Vanessa Frost and Cassidy Gibson, UF FICS Research

2:40 – 3:00 pm

Demo 10:

Hear “No Evil”, See “Kenansville”*: Efficient and Transferable Black-Box Attacks on Speech Recognition and Voice Identification Systems

Automatic speech recognition and voice identification systems are being deployed in a wide array of applications, from providing control mechanisms to devices lacking traditional interfaces, to the automatic transcription of conversations and authentication of users. Many of these applications have significant security and privacy considerations. We develop attacks that force mistranscription and misidentification in state of the art systems, with minimal impact on human comprehension. Processing pipelines for modern systems are comprised of signal preprocessing and feature extraction steps, whose output is fed to a machine-learned model. Prior work has focused on the models, using white-box knowledge to tailor model-specific attacks. We focus on the pipeline stages before the models, which (unlike the models) are quite similar across systems. As such, our attacks are black-box, transferable, can be tuned to require zero queries to the target, and demonstrably achieve mistranscription and misidentification rates as high as 100% by modifying only a few frames of audio. We perform a study via Amazon Mechanical Turk demonstrating that there is no statistically significant difference between human perception of regular and perturbed audio. Our findings suggest that models may learn aspects of speech that are generally not perceived by human subjects, but that are crucial for model accuracy.

3:00 – 3:10 pm
BREAK
3:10 – 3:40 pm

When Worlds Collide: AI Meets Cyber

Artificial intelligence has been around for decades. So has cybersecurity.
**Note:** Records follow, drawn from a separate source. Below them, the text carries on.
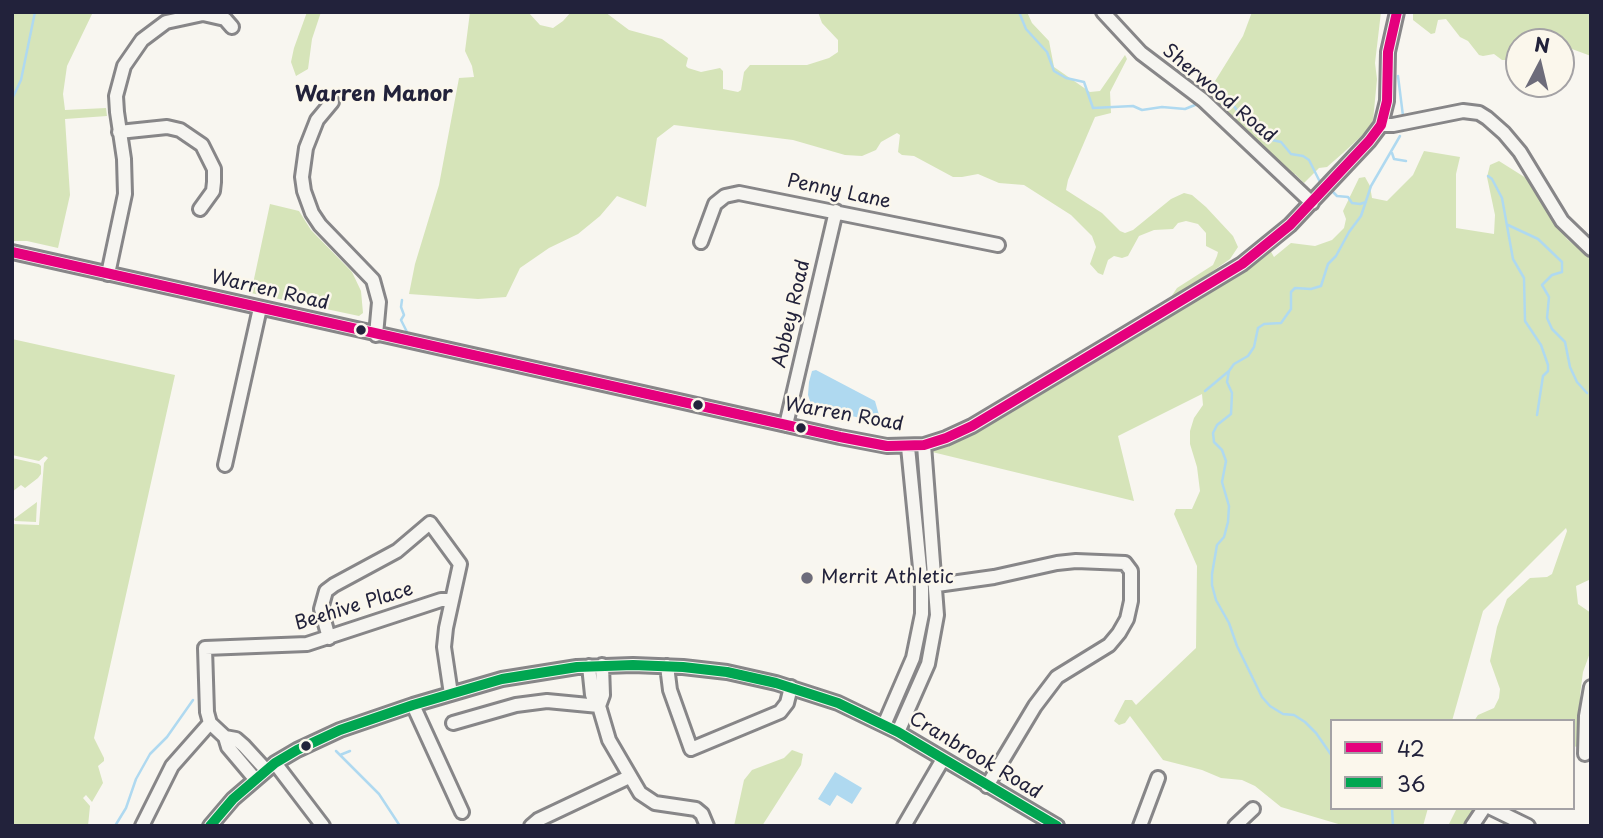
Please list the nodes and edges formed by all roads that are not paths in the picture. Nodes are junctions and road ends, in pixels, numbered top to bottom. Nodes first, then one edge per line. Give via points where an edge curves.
1 (1103, 12) edge
2 (1397, 12) edge
3 (232, 27) dead end
4 (332, 102) dead end
5 (1381, 125) junction
6 (119, 132) junction
7 (1312, 203) junction
8 (200, 209) dead end
9 (836, 211) junction
10 (701, 242) dead end
11 (998, 245) dead end
12 (1591, 249) edge
13 (12, 252) edge
14 (108, 274) junction
15 (260, 309) junction
16 (376, 335) junction
17 (786, 425) junction
18 (924, 444) junction
19 (908, 447) junction
20 (225, 465) dead end
21 (937, 585) junction
22 (452, 600) junction
23 (329, 638) junction
24 (595, 666) junction
25 (667, 666) junction
26 (791, 687) junction
27 (1591, 687) edge
28 (451, 694) junction
29 (413, 705) junction
30 (598, 706) junction
31 (210, 723) junction
32 (453, 723) dead end
33 (884, 725) junction
34 (898, 732) junction
35 (225, 737) junction
36 (1583, 754) edge
37 (943, 759) junction
38 (270, 767) junction
39 (629, 777) junction
40 (1158, 778) dead end
41 (255, 779) junction
42 (987, 786) junction
43 (1253, 809) dead end
44 (1483, 810) edge
45 (1494, 810) edge
46 (461, 812) dead end
47 (142, 826) edge
48 (210, 826) edge
49 (323, 826) edge
50 (531, 826) edge
51 (707, 826) edge
52 (904, 826) edge
53 (1057, 826) edge
54 (1140, 826) edge
55 (1235, 826) edge
56 (1472, 826) edge
57 (1528, 826) edge

1 - 7 street, Sherwood Road via 1141,53 1210,106
2 - 5 street
3 - 6 street via 214,15 192,15 166,22 142,40 119,79
4 - 16 street via 317,120 306,148 304,191 320,225 373,280 379,302
5 - 7 street, Warren Road
5 - 12 street via 1463,111 1479,113 1520,152 1562,221
6 - 8 street via 167,127 202,145 215,169 213,191
6 - 14 street via 125,194
7 - 18 street, Warren Road via 1269,244 1211,283 972,426
9 - 10 street, Penny Lane via 732,194 715,204
9 - 11 street, Penny Lane
9 - 17 street, Abbey Road
13 - 14 street, Warren Road
14 - 15 street, Warren Road
15 - 16 street, Warren Road
15 - 20 street
16 - 17 street, Warren Road
17 - 19 street, Warren Road
18 - 19 street, Warren Road
18 - 21 street
19 - 33 street via 922,614 913,658
21 - 34 street via 929,664
21 - 42 street via 1057,563 1128,565 1127,619 1109,645 1047,688
22 - 23 street, Beehive Place
22 - 23 street via 460,564 430,523 397,551 326,591 321,608
22 - 28 street via 444,647
23 - 31 street, Beehive Place via 291,647 205,648
24 - 25 street, Cranbrook Road
24 - 28 street, Cranbrook Road via 519,676
24 - 30 street via 592,695
25 - 26 street, Cranbrook Road via 721,671
25 - 26 street via 670,690 691,749 780,712 788,703
26 - 33 street, Cranbrook Road
27 - 36 street
28 - 29 street, Cranbrook Road
29 - 38 street, Cranbrook Road via 324,737
29 - 46 street
30 - 32 street via 547,701
30 - 39 street via 609,740
31 - 35 street
31 - 47 street via 172,766
33 - 34 street, Cranbrook Road
34 - 37 street, Cranbrook Road
35 - 38 street via 236,740
35 - 41 street
37 - 42 street, Cranbrook Road
37 - 52 street
38 - 41 street, Cranbrook Road
38 - 49 street
39 - 50 street
39 - 51 street via 647,799 696,809
40 - 54 street
41 - 48 street, Cranbrook Road
42 - 53 street, Cranbrook Road
43 - 55 street
44 - 56 street
45 - 57 street

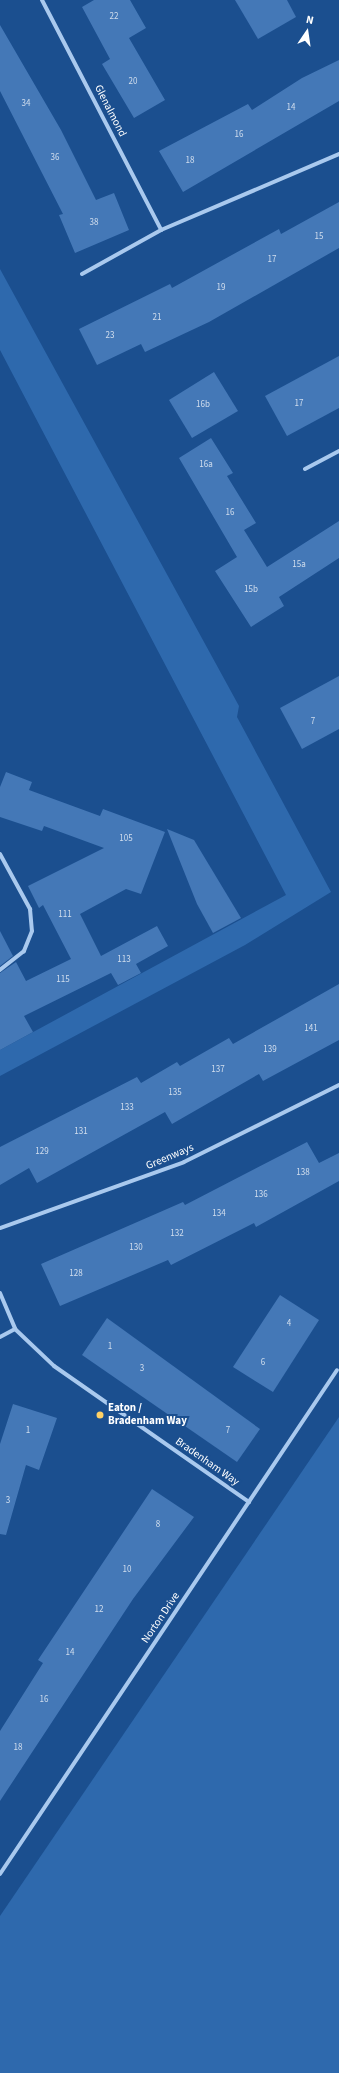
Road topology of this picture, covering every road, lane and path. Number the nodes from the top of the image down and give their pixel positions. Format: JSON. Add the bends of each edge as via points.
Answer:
{"nodes":[{"id":1,"x":42,"y":0,"type":"edge"},
{"id":2,"x":339,"y":154,"type":"edge"},
{"id":3,"x":161,"y":230,"type":"junction"},
{"id":4,"x":82,"y":274,"type":"dead end"},
{"id":5,"x":339,"y":451,"type":"edge"},
{"id":6,"x":305,"y":469,"type":"dead end"},
{"id":7,"x":0,"y":854,"type":"edge"},
{"id":8,"x":0,"y":970,"type":"edge"},
{"id":9,"x":339,"y":1085,"type":"edge"},
{"id":10,"x":0,"y":1228,"type":"edge"},
{"id":11,"x":0,"y":1293,"type":"edge"},
{"id":12,"x":15,"y":1329,"type":"junction"},
{"id":13,"x":0,"y":1338,"type":"edge"},
{"id":14,"x":337,"y":1370,"type":"dead end"},
{"id":15,"x":249,"y":1502,"type":"junction"},
{"id":16,"x":0,"y":1874,"type":"edge"}],
"edges":[{"from":1,"to":3,"type":"street","name":"Glenalmond"},
{"from":2,"to":3,"type":"street"},
{"from":3,"to":4,"type":"street"},
{"from":5,"to":6,"type":"street"},
{"from":7,"to":8,"type":"street","via":[[30,909],[32,931],[24,951]]},
{"from":9,"to":10,"type":"street","name":"Greenways","via":[[184,1162]]},
{"from":11,"to":12,"type":"street","name":"Bradenham Way"},
{"from":12,"to":13,"type":"street"},
{"from":12,"to":15,"type":"street","name":"Bradenham Way","via":[[54,1366]]},
{"from":14,"to":15,"type":"street","name":"Norton Drive"},
{"from":15,"to":16,"type":"street","name":"Norton Drive"}]}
But how do these two fields combine to change the threat landscape, and how can we address the changes in threats? This talk will discuss how AI impacts cybersecurity, and how cybersecurity impacts AI, and why the sky isn’t falling (yet, at least!). A special focus will be on the types of attacks that are specific to AI models, and the different defenses that organizations can apply to protect themselves and their customers. Open research questions and things to think about will be sprinkled throughout the presentation.
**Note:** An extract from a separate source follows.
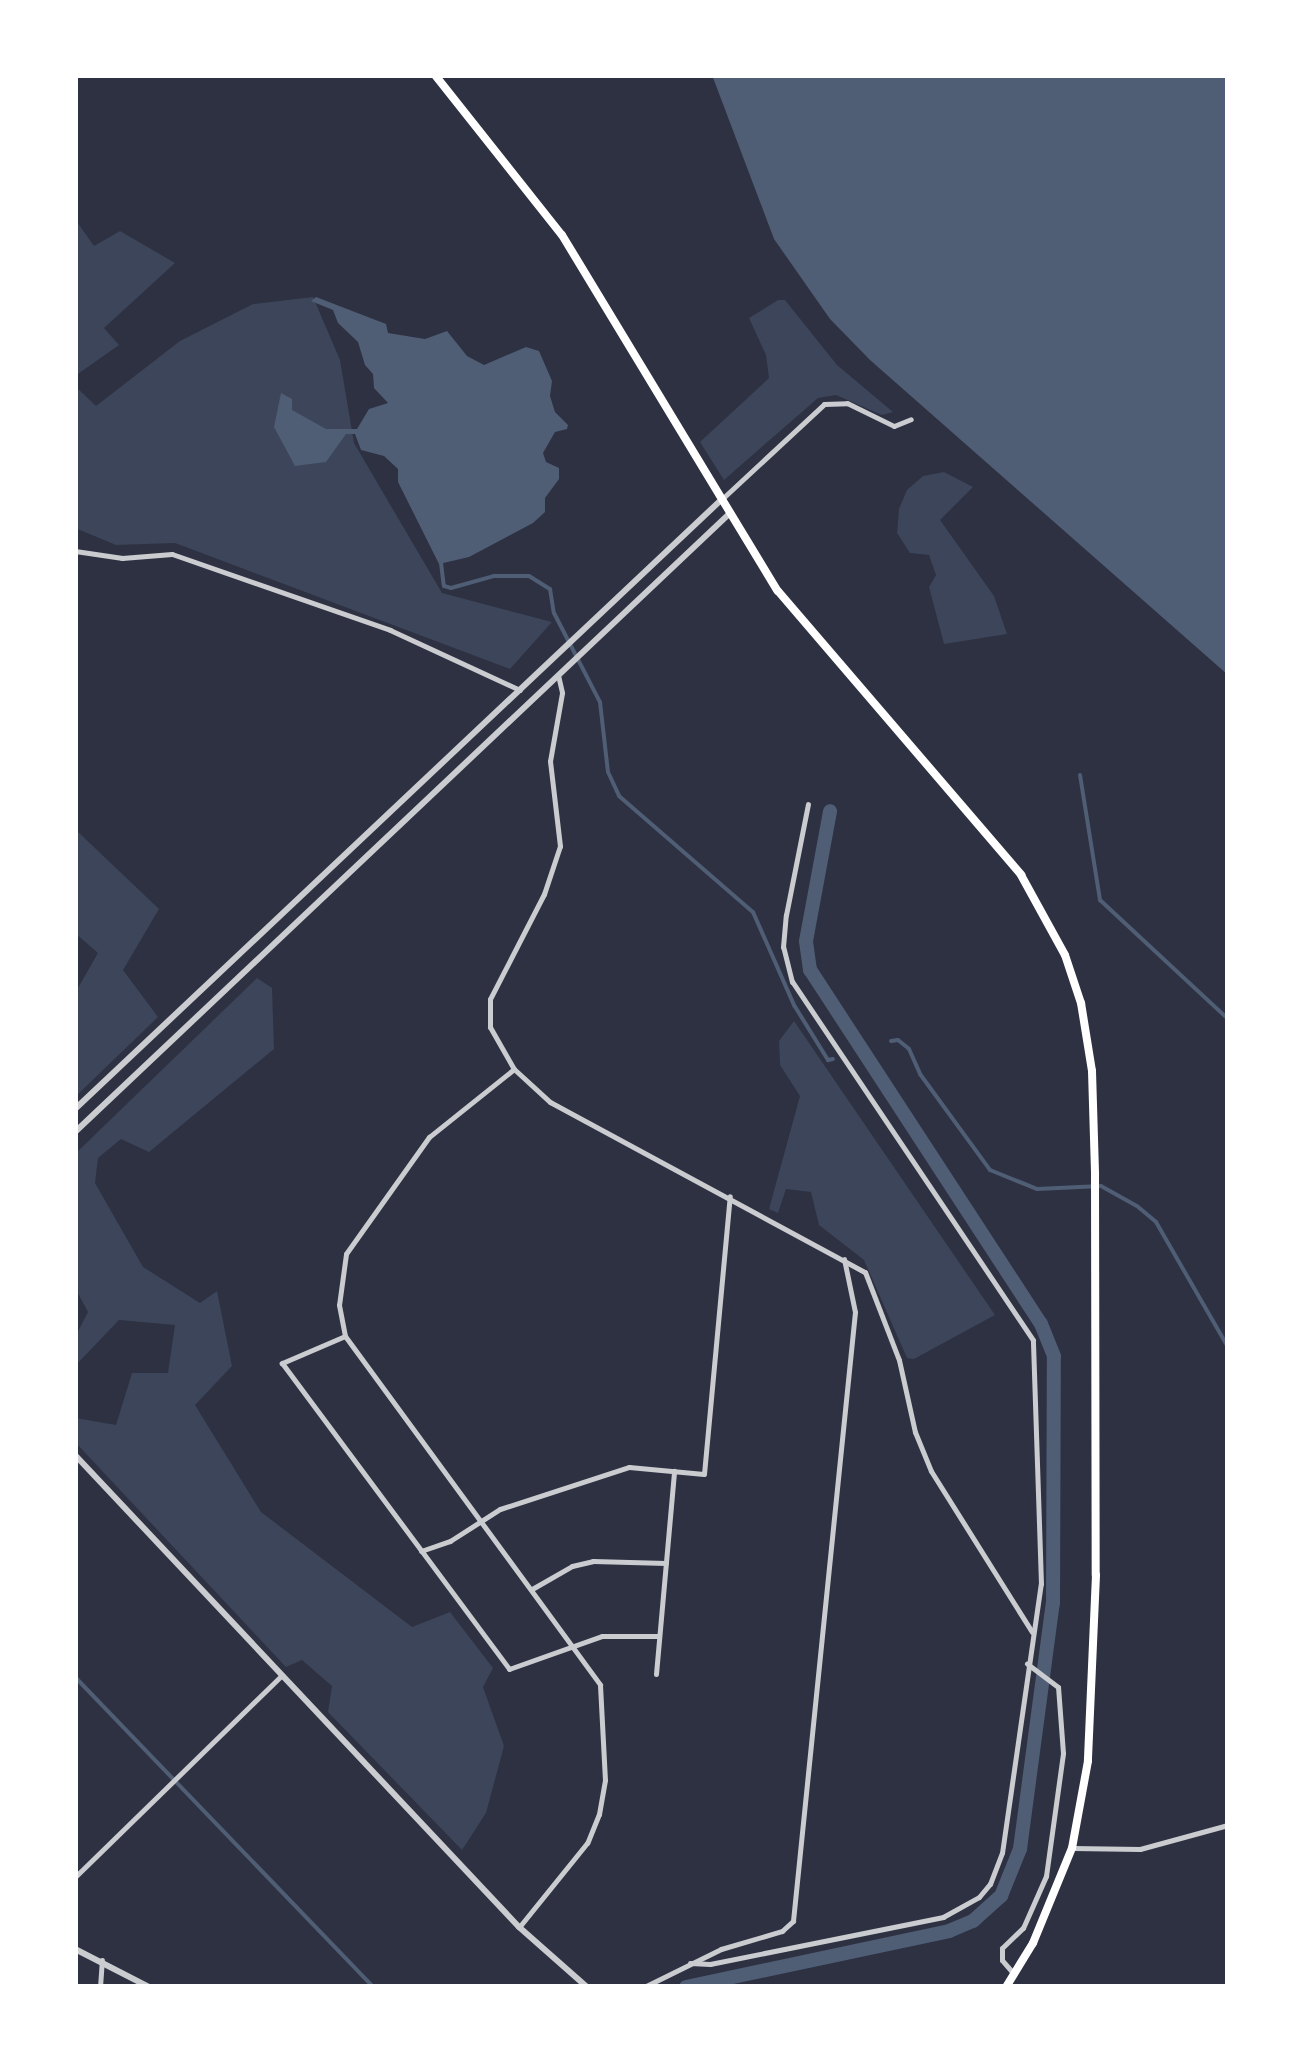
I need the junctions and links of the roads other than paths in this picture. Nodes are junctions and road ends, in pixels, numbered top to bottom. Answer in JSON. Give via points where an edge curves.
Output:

Carrie Gates, Senior Vice President & Senior Information Security Manager @ Bank of America

3:40 – 4:00 pm

Demo 11:

Hard-label Manifolds: Unexpected Advantages of Query Efficiency for Finding On-manifold Adversarial Examples

Washington Garcia, UF FICS Research

4:00 – 4:20 pm

Demo 12;

Who Are You (I Really Wanna Know)? Detecting Audio DeepFakes Through Vocal Tract Reconstruction

Generative machine learning models have made convincing voice synthesis a reality. While such tools can be extremely useful in applications where people consent to their voices being cloned (e.g., patients losing the ability to speak, actors not wanting to have to redo dialog, etc), they also allow for the creation of unconsented content known as deepfakes. This malicious audio is problematic not only because it can convincingly be used to impersonate arbitrary users, but because detecting deepfakes is challenging and generally requires knowledge of the speciﬁc deepfake generator. In this paper, we develop a new mechanism for detecting audio deepfakes using techniques from the ﬁeld of articulatory phonetics. Speciﬁcally, we apply ﬂuid dynamics to estimate the arrangement of the human vocal tract during speech, and show that generated deepfakes often model impossible or highly unlikely anatomical arrangements. When parameterized to achieve 97.5% precision, our detection mechanism achieves a recall of 96.2%, correctly identifying all but one deepfake sample in our dataset. We then discuss the limitations of this approach, and how deepfake models fail to reproduce all aspects of speech equally. In so doing, we demonstrate that subtle but biologically constrained aspects of how humans generate speech are not captured by current models, and can therefore act as a powerful tool to detect audio deepfakes.